When we test cartridges for this magazine, they are all fired through
the same fixed Improved Modified barrel at 40 yards. The only exception to this is Skeet shells, where we use a more appropriate set-up. This ensures that the results can be compared directly with tests we’ve carried out on other cartridges.
You’ll note that we calculate the pattern percentage from a precise count of the average number of pellets in the cartridges on test; we don’t just rely on a chart to work out how many there should be based on the shot size and load.
There are published tables of the pattern percentages you should expect from a given degree of choke. For instance, Imp Mod choke equates to 65% of the shot pellets in the cartridge arriving within a 30in circle at 40 yards.

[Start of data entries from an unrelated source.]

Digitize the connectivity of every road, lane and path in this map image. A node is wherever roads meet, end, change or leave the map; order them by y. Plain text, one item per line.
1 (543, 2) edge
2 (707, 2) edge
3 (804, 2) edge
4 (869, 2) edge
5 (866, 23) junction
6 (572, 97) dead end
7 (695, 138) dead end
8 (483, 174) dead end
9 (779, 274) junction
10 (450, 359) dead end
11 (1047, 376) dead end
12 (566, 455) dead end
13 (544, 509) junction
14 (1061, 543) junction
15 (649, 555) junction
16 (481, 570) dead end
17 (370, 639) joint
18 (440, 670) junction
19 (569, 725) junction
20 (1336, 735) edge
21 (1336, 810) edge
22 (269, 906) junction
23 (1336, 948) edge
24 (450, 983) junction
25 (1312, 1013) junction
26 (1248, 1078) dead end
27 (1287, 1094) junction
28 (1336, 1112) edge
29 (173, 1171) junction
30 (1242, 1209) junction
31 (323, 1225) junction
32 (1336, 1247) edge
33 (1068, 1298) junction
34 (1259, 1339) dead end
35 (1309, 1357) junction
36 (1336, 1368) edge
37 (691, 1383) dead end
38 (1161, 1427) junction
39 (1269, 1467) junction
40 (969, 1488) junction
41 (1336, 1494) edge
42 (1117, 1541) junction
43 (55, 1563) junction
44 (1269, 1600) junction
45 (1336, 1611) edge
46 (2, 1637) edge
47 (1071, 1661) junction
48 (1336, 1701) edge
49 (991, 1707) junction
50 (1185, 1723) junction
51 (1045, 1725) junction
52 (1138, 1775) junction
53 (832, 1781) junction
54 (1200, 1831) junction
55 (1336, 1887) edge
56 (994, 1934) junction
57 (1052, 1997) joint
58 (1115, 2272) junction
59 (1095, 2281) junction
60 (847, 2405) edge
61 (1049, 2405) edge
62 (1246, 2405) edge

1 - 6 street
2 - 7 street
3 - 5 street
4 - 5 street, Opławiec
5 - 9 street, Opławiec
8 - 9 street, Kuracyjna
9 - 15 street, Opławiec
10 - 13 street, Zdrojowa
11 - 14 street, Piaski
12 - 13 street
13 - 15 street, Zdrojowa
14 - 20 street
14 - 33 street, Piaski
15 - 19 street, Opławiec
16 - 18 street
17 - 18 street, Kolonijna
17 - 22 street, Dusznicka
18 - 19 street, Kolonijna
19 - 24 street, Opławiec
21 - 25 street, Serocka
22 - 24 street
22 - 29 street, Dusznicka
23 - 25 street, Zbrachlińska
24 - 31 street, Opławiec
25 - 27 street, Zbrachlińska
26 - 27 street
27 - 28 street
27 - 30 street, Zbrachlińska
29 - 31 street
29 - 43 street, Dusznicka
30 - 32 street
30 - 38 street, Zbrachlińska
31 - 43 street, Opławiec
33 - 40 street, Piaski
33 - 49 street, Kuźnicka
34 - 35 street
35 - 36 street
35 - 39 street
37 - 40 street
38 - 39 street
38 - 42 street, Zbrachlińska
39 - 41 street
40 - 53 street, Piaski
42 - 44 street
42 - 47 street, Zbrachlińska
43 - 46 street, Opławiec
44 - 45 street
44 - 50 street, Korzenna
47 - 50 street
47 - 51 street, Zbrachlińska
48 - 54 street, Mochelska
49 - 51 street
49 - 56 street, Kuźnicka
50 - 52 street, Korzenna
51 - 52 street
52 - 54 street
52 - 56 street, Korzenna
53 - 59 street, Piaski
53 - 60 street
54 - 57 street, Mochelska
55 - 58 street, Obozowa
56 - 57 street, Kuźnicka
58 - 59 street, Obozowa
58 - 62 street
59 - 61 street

In the real world, however, the pattern results obtained from different cartridges can vary considerably. So putting an Imp Mod choke in your gun may not provide the 65% pattern density you hoped for – it might be significantly tighter or wider, depending on the cartridge you use.
During the past couple of years of tests, different cartridges fired through that same Imp Mod test barrel have produced patterns ranging from barely Quarter Choke (55%) to more than Full Choke (70%).
These results make it very clear that the only way to know the pattern results you will actually get from your gun, choke and cartridge choice is to pattern test them!